- _The task_: Without including any image, repeat every record exactly.

(Beginning of Available records)

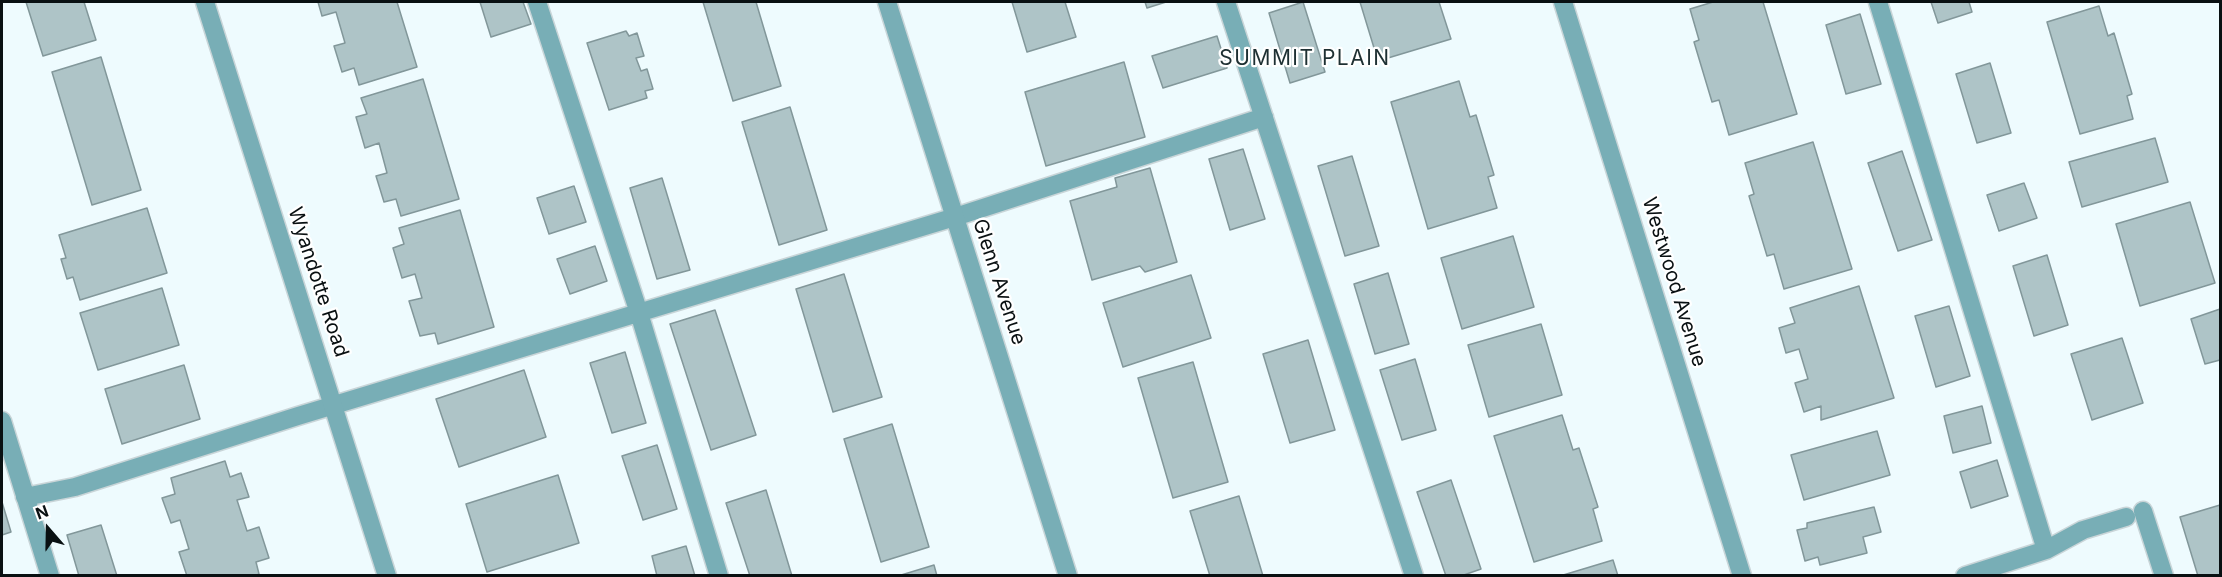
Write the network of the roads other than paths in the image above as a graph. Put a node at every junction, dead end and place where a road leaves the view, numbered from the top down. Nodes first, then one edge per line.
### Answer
1 (205, 2) edge
2 (537, 2) edge
3 (887, 2) edge
4 (1226, 2) edge
5 (1563, 2) edge
6 (1878, 2) edge
7 (1264, 117) junction
8 (955, 217) junction
9 (639, 313) junction
10 (334, 405) junction
11 (2, 421) edge
12 (25, 497) junction
13 (2046, 550) junction
14 (50, 576) edge
15 (387, 576) edge
16 (719, 576) edge
17 (1068, 576) edge
18 (1414, 576) edge
19 (1742, 576) edge
20 (1965, 576) edge
21 (2164, 576) edge

1 - 10 street, Wyandotte Road
2 - 9 street
3 - 8 street, Glenn Avenue
4 - 7 street
5 - 19 street, Westwood Avenue
6 - 13 street
7 - 8 street
7 - 18 street
8 - 9 street
8 - 17 street, Glenn Avenue
9 - 10 street
9 - 16 street
10 - 12 street
10 - 15 street, Wyandotte Road
11 - 12 street
12 - 14 street
13 - 20 street
13 - 21 street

(End of Available records)

- _Task response_:
Write the network of the roads other than paths in the image above as a graph. Put a node at every junction, dead end and place where a road leaves the view, numbered from the top down. Nodes first, then one edge per line.
### Answer
1 (205, 2) edge
2 (537, 2) edge
3 (887, 2) edge
4 (1226, 2) edge
5 (1563, 2) edge
6 (1878, 2) edge
7 (1264, 117) junction
8 (955, 217) junction
9 (639, 313) junction
10 (334, 405) junction
11 (2, 421) edge
12 (25, 497) junction
13 (2046, 550) junction
14 (50, 576) edge
15 (387, 576) edge
16 (719, 576) edge
17 (1068, 576) edge
18 (1414, 576) edge
19 (1742, 576) edge
20 (1965, 576) edge
21 (2164, 576) edge

1 - 10 street, Wyandotte Road
2 - 9 street
3 - 8 street, Glenn Avenue
4 - 7 street
5 - 19 street, Westwood Avenue
6 - 13 street
7 - 8 street
7 - 18 street
8 - 9 street
8 - 17 street, Glenn Avenue
9 - 10 street
9 - 16 street
10 - 12 street
10 - 15 street, Wyandotte Road
11 - 12 street
12 - 14 street
13 - 20 street
13 - 21 street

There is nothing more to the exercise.